» What is needed: Only lines containing "ЗРІНІ" are wanted from the data below. Copy those lines.

(Data records)
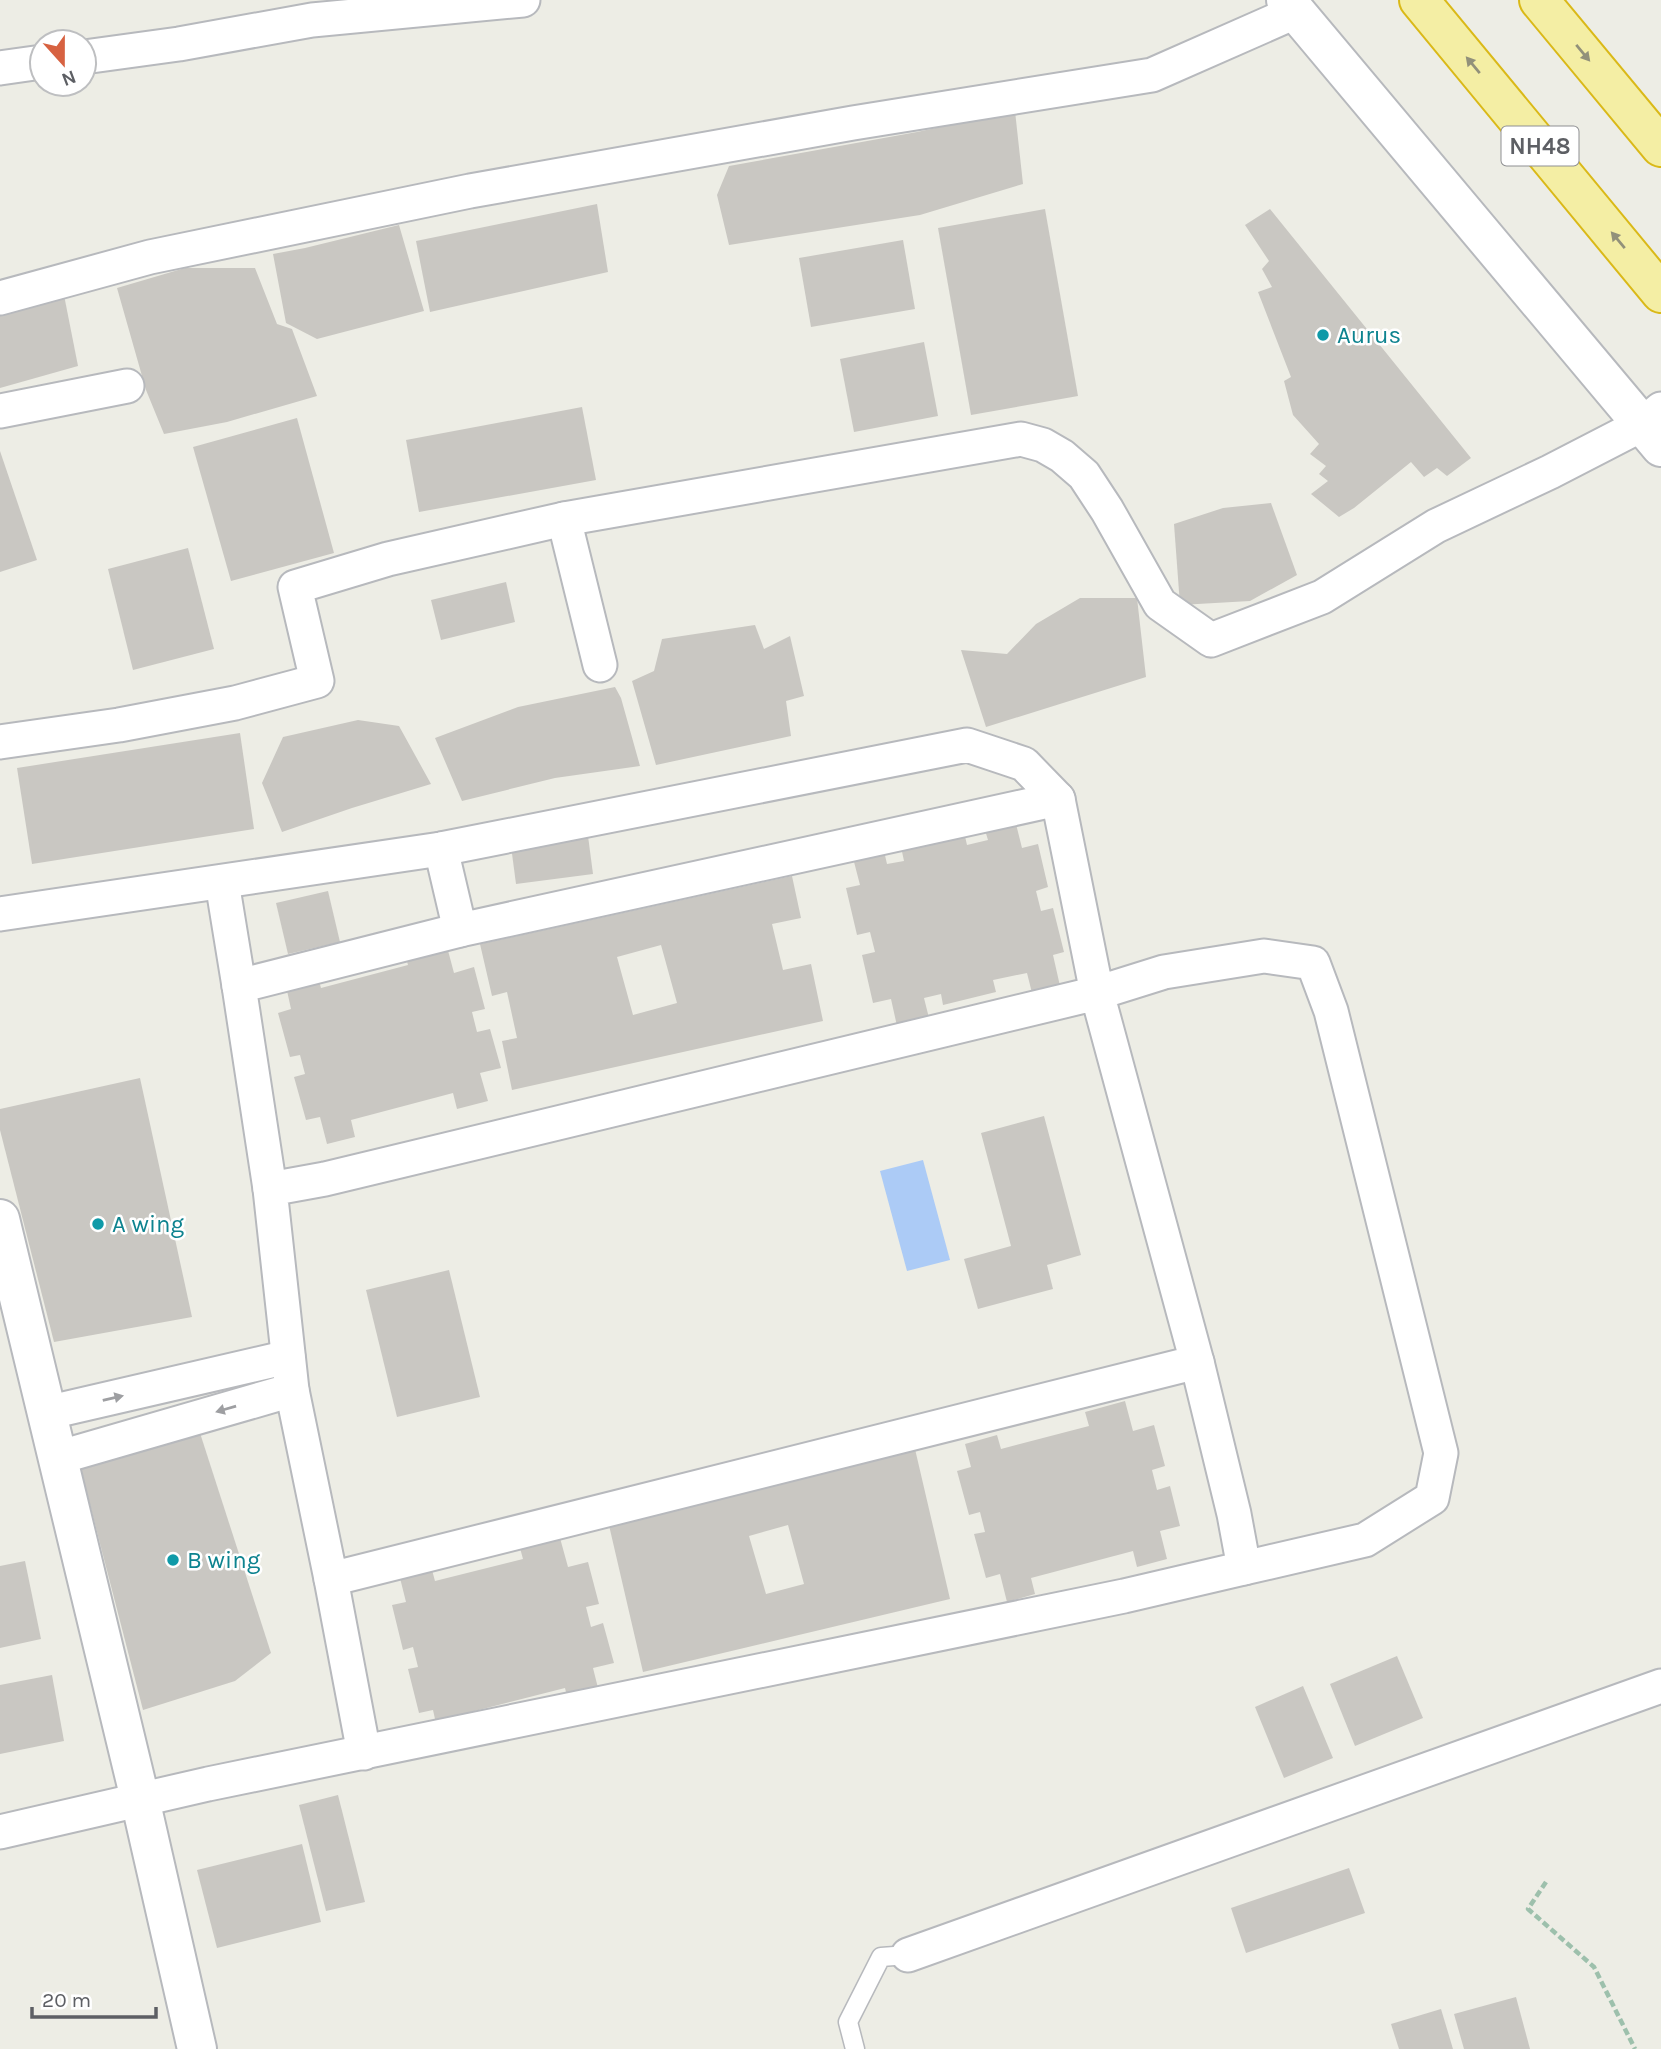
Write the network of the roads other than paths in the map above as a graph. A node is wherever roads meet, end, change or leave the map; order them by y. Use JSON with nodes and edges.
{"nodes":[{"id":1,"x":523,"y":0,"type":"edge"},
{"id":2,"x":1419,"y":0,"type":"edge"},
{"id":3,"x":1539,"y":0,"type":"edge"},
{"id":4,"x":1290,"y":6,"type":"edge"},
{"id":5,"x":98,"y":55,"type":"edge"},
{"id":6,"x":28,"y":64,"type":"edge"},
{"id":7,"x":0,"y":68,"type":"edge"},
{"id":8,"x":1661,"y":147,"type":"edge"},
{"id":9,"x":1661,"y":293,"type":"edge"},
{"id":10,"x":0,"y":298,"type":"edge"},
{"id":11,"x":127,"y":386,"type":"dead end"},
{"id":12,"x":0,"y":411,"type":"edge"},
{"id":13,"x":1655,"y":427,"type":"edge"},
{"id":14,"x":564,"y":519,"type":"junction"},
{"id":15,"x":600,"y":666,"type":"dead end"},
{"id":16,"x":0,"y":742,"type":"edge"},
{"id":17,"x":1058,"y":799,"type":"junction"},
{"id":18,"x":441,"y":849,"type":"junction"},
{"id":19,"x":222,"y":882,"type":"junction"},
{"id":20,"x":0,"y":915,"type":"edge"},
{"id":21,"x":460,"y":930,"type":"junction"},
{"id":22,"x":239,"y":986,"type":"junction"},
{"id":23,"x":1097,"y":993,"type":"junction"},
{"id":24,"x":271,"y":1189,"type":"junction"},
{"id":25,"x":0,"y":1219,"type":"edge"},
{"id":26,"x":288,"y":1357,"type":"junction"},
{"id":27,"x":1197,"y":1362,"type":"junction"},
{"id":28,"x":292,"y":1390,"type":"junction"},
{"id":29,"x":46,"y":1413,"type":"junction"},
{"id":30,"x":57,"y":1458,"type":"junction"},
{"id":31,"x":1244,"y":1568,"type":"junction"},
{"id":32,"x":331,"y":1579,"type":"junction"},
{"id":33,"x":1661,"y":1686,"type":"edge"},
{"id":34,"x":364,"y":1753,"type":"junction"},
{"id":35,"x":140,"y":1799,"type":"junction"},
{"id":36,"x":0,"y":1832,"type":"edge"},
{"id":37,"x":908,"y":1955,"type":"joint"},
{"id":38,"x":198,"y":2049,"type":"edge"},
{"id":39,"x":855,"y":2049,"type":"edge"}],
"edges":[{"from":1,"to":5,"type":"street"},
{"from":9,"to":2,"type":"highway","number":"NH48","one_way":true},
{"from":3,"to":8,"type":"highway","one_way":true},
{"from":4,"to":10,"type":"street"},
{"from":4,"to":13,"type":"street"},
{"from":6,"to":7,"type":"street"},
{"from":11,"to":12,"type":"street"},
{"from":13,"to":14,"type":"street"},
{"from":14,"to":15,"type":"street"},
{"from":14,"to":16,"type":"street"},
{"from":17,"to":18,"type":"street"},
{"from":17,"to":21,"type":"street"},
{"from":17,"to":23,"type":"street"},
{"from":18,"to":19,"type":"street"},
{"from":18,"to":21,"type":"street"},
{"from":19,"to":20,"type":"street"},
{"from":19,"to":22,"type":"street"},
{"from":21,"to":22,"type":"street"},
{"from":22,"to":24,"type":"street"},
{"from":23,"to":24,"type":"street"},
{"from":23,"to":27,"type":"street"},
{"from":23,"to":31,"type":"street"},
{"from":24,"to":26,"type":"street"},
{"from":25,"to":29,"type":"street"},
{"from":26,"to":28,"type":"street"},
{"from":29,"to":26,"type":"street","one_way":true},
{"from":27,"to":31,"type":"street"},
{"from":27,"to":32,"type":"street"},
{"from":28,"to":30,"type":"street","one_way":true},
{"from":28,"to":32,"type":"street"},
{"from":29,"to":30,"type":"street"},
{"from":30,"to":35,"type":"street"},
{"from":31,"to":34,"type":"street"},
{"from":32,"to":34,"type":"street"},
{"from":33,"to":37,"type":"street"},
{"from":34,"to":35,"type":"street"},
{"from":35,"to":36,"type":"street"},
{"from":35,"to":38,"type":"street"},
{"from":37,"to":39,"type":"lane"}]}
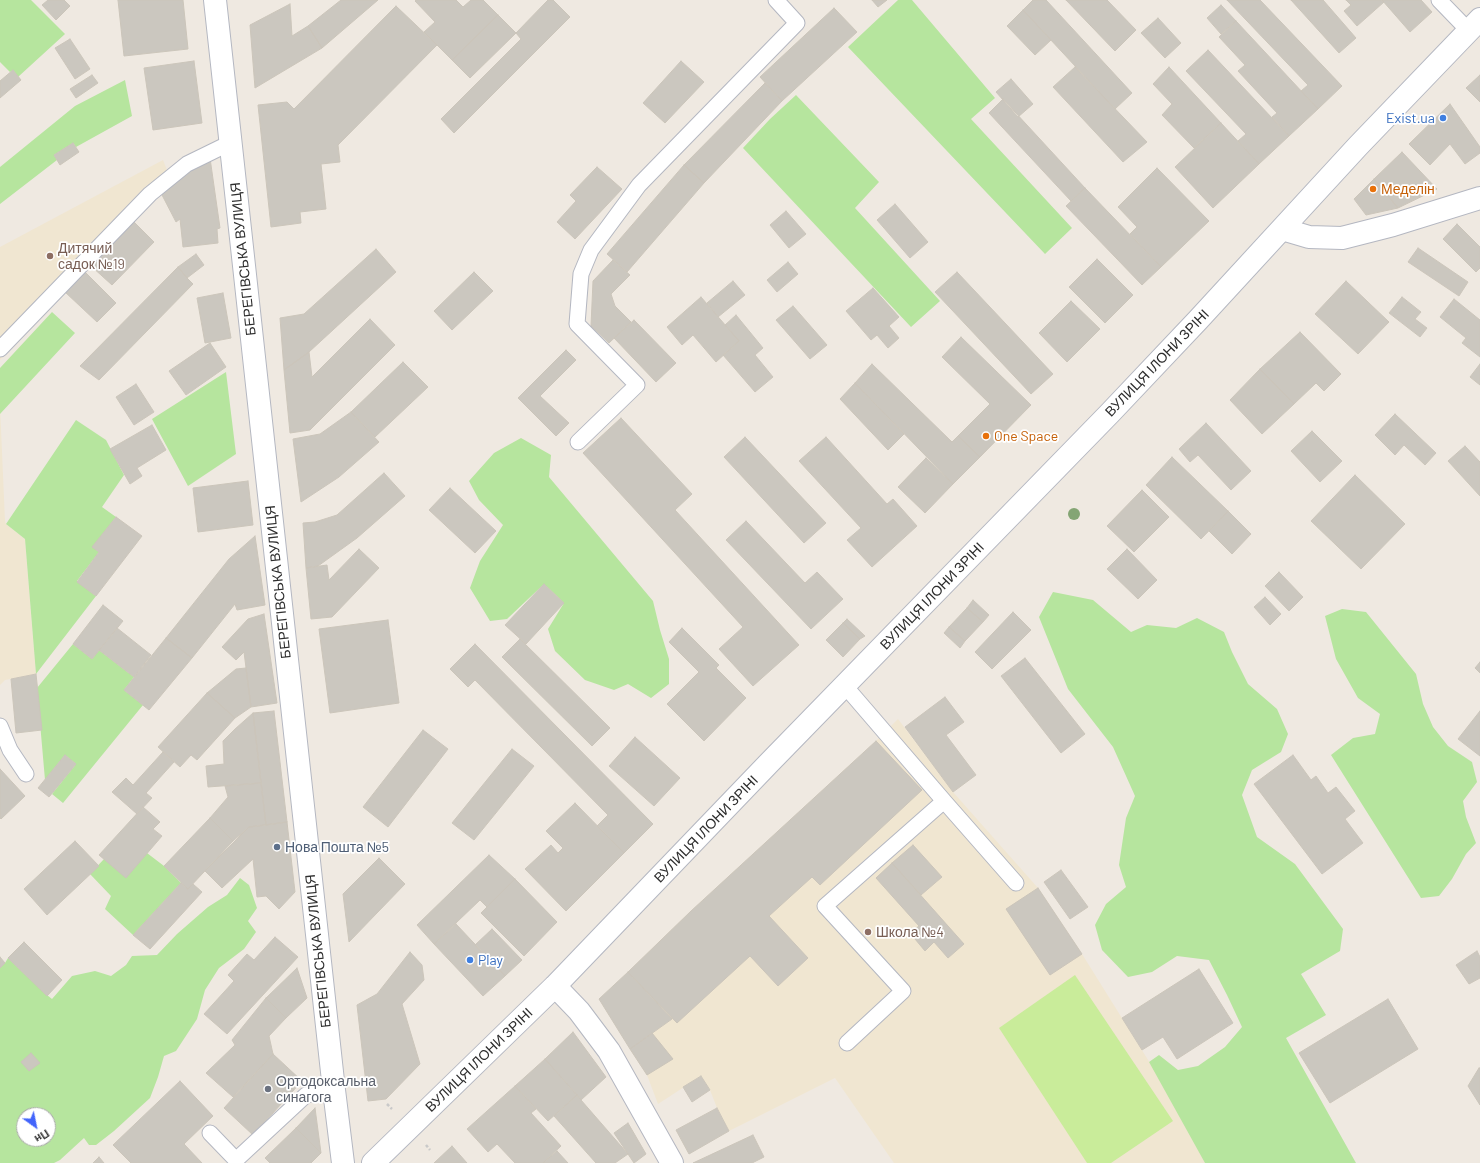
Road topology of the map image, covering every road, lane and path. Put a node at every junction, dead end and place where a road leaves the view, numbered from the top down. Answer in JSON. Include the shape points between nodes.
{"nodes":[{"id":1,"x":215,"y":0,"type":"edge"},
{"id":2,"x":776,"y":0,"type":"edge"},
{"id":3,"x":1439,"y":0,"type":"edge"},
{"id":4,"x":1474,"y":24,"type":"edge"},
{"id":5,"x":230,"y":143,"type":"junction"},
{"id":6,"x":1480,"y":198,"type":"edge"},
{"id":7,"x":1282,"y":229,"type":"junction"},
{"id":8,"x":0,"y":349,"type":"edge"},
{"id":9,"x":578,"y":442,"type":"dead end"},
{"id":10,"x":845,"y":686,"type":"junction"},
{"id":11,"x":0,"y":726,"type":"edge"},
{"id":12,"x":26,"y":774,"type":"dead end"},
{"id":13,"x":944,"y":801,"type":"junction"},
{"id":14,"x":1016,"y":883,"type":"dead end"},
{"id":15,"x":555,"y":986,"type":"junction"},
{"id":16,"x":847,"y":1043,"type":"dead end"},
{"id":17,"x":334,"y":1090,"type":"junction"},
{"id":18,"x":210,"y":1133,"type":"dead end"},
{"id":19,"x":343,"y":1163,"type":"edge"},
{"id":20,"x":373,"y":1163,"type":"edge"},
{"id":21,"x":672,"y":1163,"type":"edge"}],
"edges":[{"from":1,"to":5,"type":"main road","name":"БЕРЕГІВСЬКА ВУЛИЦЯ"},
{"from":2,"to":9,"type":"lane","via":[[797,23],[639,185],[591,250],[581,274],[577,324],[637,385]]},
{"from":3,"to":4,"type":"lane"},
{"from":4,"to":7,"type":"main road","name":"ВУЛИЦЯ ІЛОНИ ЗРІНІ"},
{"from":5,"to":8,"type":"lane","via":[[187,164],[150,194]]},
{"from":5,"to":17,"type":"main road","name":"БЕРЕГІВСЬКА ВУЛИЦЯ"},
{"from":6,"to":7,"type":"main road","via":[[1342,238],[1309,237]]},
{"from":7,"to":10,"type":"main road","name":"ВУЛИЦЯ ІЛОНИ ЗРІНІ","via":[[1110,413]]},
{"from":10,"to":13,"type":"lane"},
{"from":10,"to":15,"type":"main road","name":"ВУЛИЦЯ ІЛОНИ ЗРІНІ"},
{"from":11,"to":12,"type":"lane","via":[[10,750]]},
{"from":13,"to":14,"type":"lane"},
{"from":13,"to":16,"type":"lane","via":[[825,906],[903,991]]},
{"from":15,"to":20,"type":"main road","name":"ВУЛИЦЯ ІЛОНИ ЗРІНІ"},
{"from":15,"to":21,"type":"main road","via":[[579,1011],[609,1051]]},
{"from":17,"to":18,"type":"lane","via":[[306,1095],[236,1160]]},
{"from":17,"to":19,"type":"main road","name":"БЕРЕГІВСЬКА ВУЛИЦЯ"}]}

» Exercise result:
{"from":4,"to":7,"type":"main road","name":"ВУЛИЦЯ ІЛОНИ ЗРІНІ"},
{"from":7,"to":10,"type":"main road","name":"ВУЛИЦЯ ІЛОНИ ЗРІНІ","via":[[1110,413]]},
{"from":10,"to":15,"type":"main road","name":"ВУЛИЦЯ ІЛОНИ ЗРІНІ"},
{"from":15,"to":20,"type":"main road","name":"ВУЛИЦЯ ІЛОНИ ЗРІНІ"},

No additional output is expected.